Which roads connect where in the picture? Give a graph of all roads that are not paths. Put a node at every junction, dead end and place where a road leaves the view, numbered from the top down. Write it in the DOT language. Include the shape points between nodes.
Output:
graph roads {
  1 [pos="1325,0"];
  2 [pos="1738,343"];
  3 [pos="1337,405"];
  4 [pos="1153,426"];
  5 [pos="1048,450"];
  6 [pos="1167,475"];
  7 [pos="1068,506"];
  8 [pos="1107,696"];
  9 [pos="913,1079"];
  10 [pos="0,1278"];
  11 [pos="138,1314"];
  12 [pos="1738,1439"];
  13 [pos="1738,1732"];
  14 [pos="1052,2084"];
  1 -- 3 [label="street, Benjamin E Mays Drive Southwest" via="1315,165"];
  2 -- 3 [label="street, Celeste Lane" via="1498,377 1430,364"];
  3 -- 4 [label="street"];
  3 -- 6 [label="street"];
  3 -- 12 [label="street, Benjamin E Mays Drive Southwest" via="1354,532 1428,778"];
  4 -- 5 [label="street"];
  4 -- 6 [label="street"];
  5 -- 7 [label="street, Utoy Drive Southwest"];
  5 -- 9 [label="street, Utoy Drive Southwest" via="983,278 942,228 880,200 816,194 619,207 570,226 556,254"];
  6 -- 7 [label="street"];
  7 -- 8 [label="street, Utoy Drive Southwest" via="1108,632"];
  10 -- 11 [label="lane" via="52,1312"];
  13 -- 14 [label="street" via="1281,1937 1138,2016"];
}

==

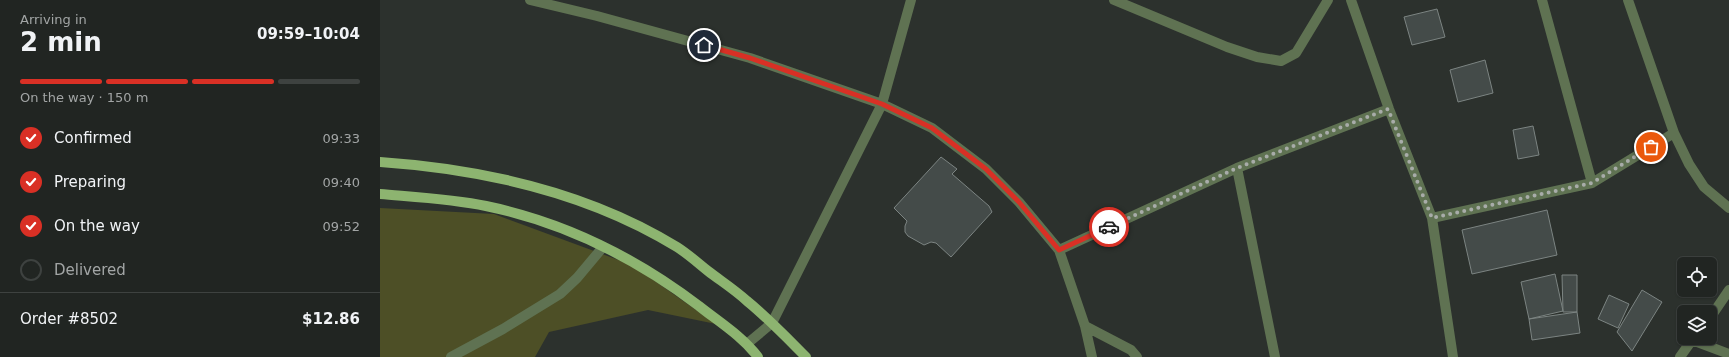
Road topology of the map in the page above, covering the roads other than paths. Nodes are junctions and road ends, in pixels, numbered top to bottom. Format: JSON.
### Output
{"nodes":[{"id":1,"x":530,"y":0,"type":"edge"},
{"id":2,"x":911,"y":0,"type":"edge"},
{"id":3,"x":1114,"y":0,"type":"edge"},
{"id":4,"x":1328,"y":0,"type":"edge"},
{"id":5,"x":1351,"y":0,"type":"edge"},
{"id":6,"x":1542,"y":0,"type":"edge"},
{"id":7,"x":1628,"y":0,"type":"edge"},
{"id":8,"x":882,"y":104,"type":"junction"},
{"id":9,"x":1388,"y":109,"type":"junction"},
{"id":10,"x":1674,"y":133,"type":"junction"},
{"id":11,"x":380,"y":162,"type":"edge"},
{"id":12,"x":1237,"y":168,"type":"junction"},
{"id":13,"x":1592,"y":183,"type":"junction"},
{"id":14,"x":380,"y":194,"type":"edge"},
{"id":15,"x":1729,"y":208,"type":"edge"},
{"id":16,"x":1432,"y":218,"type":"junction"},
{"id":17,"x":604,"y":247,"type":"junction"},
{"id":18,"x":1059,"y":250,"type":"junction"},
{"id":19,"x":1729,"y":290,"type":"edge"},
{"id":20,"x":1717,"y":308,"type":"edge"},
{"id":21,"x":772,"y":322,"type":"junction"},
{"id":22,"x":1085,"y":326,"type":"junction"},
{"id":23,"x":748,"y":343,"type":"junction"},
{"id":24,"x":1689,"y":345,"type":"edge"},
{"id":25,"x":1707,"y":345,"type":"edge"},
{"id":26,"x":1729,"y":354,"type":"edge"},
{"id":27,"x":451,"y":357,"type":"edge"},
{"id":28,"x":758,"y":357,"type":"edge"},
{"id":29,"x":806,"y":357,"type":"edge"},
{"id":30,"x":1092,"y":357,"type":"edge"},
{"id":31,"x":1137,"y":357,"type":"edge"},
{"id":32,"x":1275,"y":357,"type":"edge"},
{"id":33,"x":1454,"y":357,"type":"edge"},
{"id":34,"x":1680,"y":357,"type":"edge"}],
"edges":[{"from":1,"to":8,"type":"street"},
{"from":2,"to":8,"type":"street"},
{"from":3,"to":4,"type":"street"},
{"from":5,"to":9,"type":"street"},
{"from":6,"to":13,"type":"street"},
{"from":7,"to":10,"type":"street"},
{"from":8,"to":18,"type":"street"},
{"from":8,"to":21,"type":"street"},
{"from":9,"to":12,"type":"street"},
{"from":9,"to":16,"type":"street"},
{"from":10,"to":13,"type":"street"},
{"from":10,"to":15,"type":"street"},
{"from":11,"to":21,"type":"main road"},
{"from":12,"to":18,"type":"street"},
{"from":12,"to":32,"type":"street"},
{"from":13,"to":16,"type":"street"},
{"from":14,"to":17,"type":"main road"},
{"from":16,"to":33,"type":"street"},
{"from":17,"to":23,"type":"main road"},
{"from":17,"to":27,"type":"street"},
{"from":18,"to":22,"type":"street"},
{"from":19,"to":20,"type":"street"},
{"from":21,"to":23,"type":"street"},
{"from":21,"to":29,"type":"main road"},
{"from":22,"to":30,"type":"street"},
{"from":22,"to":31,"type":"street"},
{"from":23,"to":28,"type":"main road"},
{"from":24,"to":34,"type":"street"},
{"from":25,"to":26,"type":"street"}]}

*What is expected*
Every line that holds the string "numbered" must be copied from the records above.

*Result of the exercise*
Which roads connect where in the picture? Give a graph of all roads that are not paths. Put a node at every junction, dead end and place where a road leaves the view, numbered from the top down. Write it in the DOT language. Include the shape points between nodes.
Road topology of the map in the page above, covering the roads other than paths. Nodes are junctions and road ends, in pixels, numbered top to bottom. Format: JSON.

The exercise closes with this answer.